Air traffic controllers charge staffing shortage in Chicago airport near-collision

The National Air Traffic Controllers Association charged staffing shortages at Chicago’s O’Hare International Airport were “linked” to the near-collision last week of an air cargo plane and a Boeing 747 passenger jet. An air traffic controller responsible for both planes was alerted by a co-worker to the danger and radioed pilots of the passenger jet who carried out a last-second maneuver to avoid colliding with the cargo plane by 200 to 300 feet.

The Federal Aviation Administration blamed the controller for the near mishap. However, the FAA admitted that a safety system that alerts controllers to potential collisions was not up and running due to its staff undergoing training.

The incident comes on the eve of the 25th anniversary of the 1981 strike by 11,000 members of the Professional Air Traffic Controllers Organization (PATCO), whose walkout over staffing and other issues was broken by the Reagan administration.

Canada

Abbotsford city workers’ strike ends

Municipal workers on strike for 24 days against the City of Abbotsford, about 70 km southeast of Vancouver, British Colombia, ratified on July 29 an agreement reached between the City Council and the Canadian Union of Public Employees (CUPE) Local 774. The 463 unionized employees, who work in parks and recreation, sewer, water, city vehicle maintenance, city hall administration, taxation, bylaw enforcement, and fees and licenses, commenced the strike on June 26 after more than a year of negotiations. The main issues were wages, the length of the contract and job security.

The new five-year contract, retroactive to January 1, 2005, includes a general wage increase of 3 percent per year from 2005 through 2008 and 3.5 percent in 2009.
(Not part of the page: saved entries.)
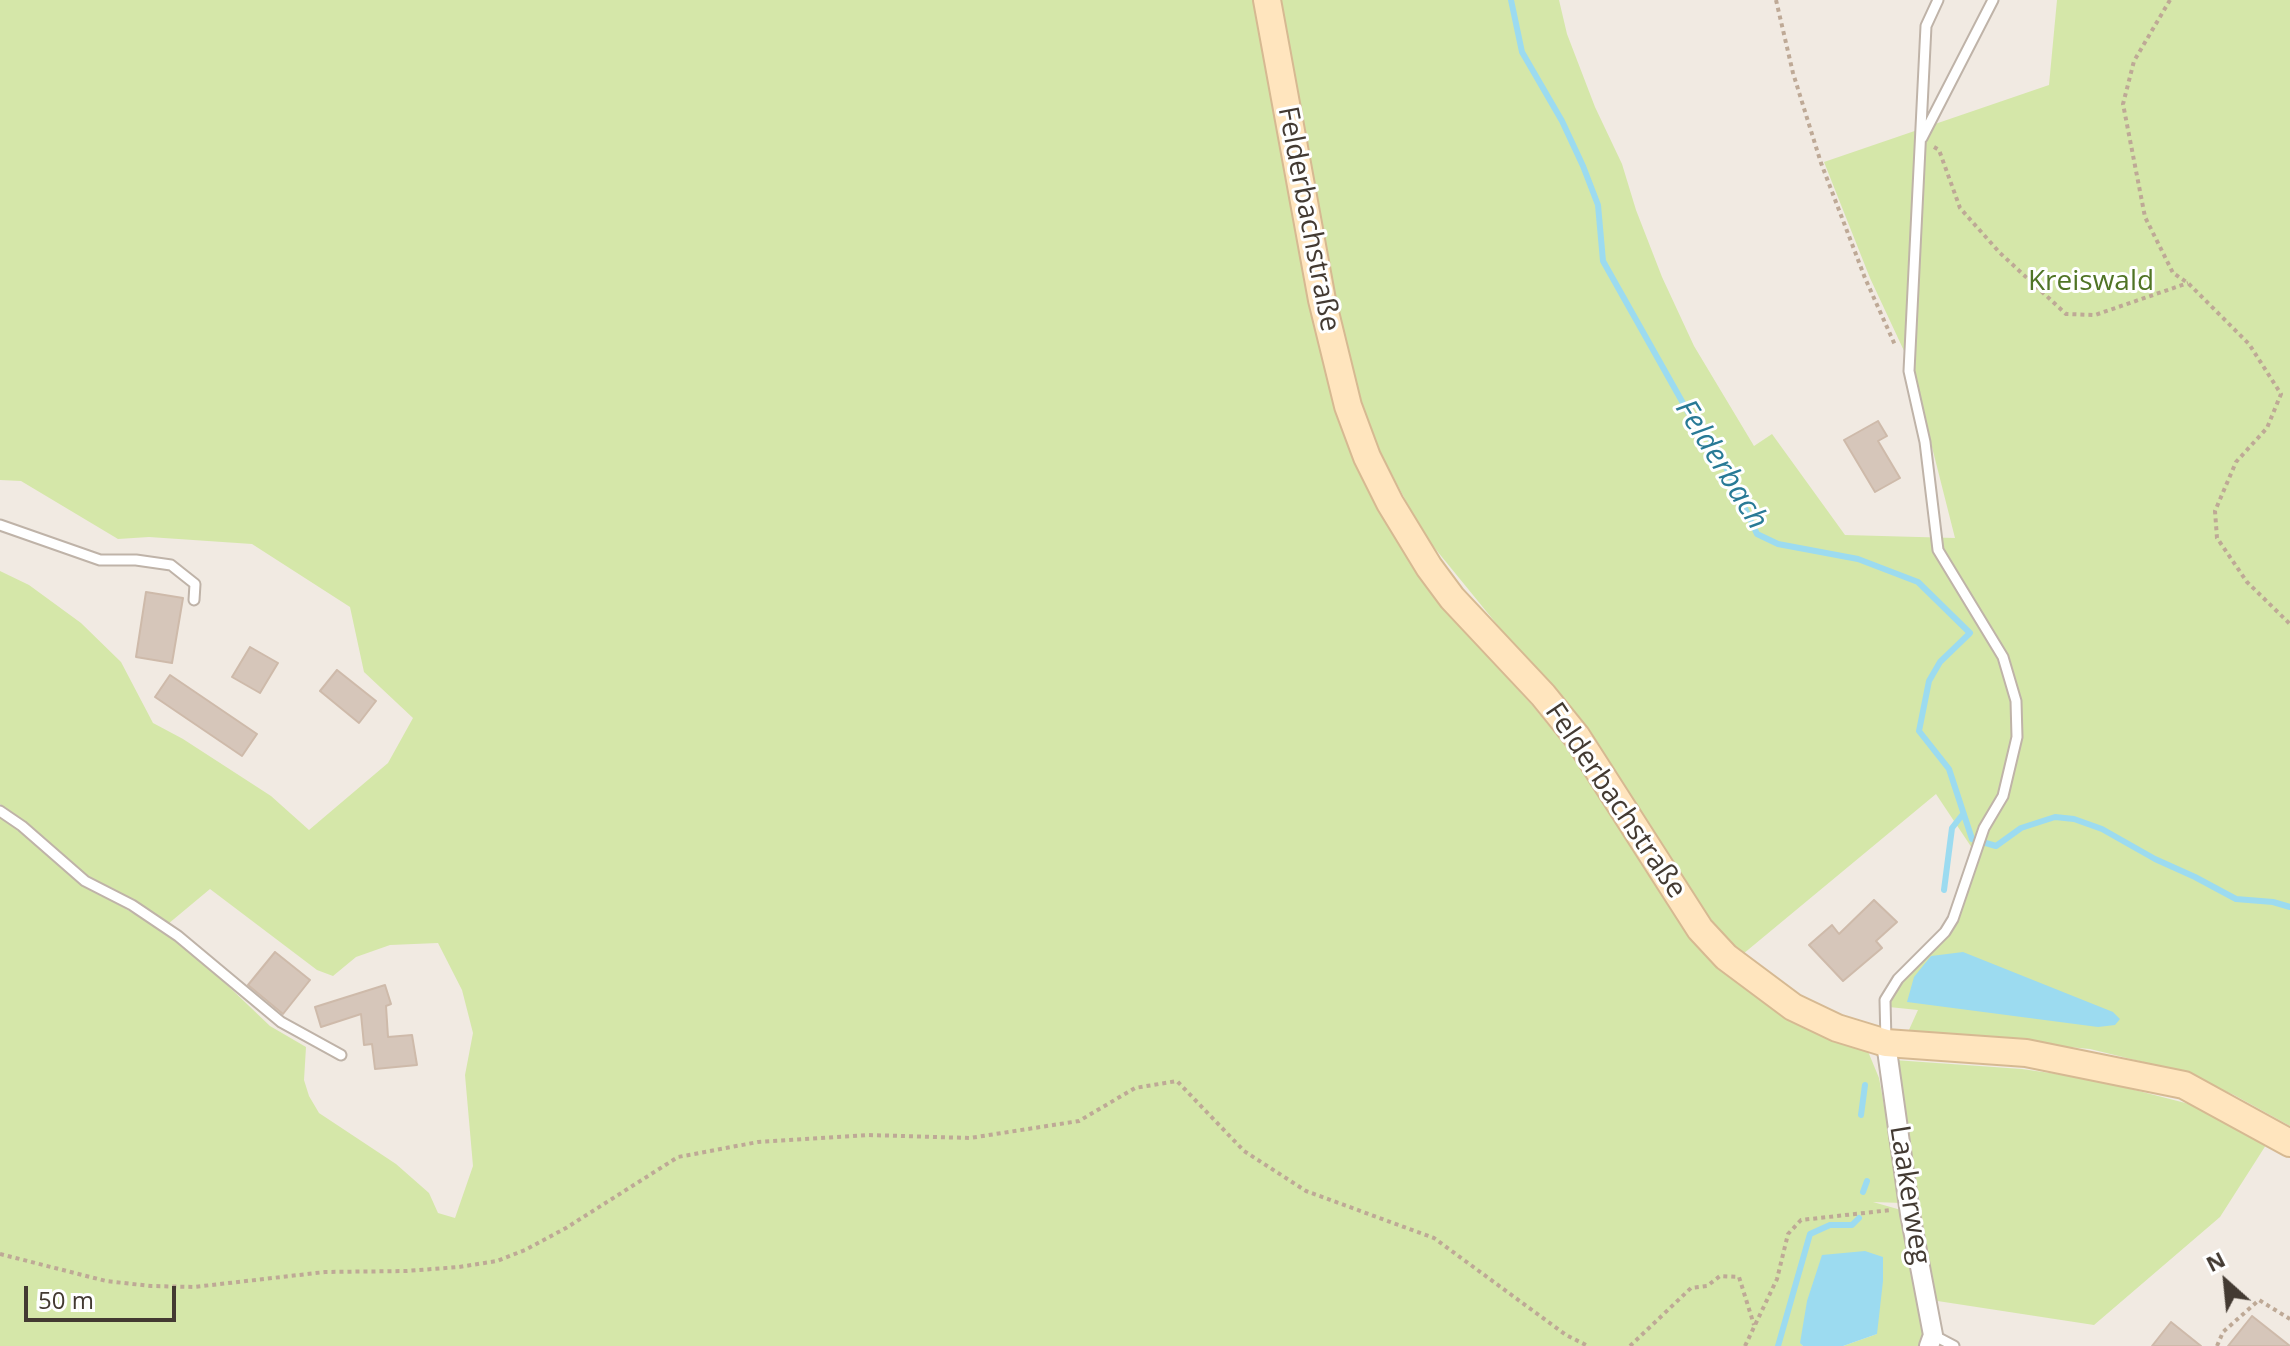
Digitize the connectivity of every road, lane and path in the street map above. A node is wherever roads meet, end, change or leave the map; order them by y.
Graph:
1 (1267, 0) edge
2 (1776, 0) edge
3 (1938, 0) edge
4 (1993, 0) edge
5 (2170, 0) edge
6 (1921, 141) junction
7 (2188, 283) junction
8 (1909, 371) junction
9 (0, 525) edge
10 (194, 600) dead end
11 (2290, 624) edge
12 (0, 811) edge
13 (1886, 1043) junction
14 (341, 1055) dead end
15 (2290, 1143) edge
16 (1910, 1208) junction
17 (0, 1254) edge
18 (2290, 1319) edge
19 (1754, 1325) junction
20 (1931, 1340) edge
21 (1588, 1346) edge
22 (1630, 1346) edge
23 (1745, 1346) edge
24 (1954, 1346) edge
25 (2217, 1346) edge

1 - 13 street, Felderbachstraße
2 - 8 path
3 - 6 lane
4 - 6 lane
5 - 7 path
6 - 7 path
6 - 8 lane
7 - 11 path
8 - 13 lane
9 - 10 lane
12 - 14 lane
13 - 15 street, Felderbachstraße
13 - 16 street, Laakerweg
16 - 19 path
16 - 20 street, Laakerweg
17 - 21 path
18 - 25 path
19 - 22 path
19 - 23 path
20 - 24 lane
The city will also match the average wage settlement negotiated for 2009 by local governments of Chilliwack, Mission and Langley Township if they are greater than 3.5 percent.

Labrador nickel mine closed by strike

One hundred seventeen workers at Voisey’s Bay nickel mine in Labrador walked off the job July 28 after negotiations with the mine owner, Inco Ltd., broke down the previous day. The workers, who are members of the United Steelworkers, handle heavy equipment and work in the mine’s mill. Contract talks had been going on for over a year over the issue of wage parity with Ontario workers. According to the union, mine workers employed by Inco in Sudbury, Ontario earn an hourly wage of at least $24, while those at Voisey’s Bay make only $19 an hour. Voisey’s Bay employs more than 200 additional workers, mainly in the service sector, who are members of other unions. Their union contract prevents them from honoring other unions’ picket lines.

Inco Ltd., which has headquarters in Toronto, is the world’s second largest producer of nickel. In addition to the Sudbury and Voisey’s Bay mines, it owns and operates two nickel mines in Thompson, Manitoba.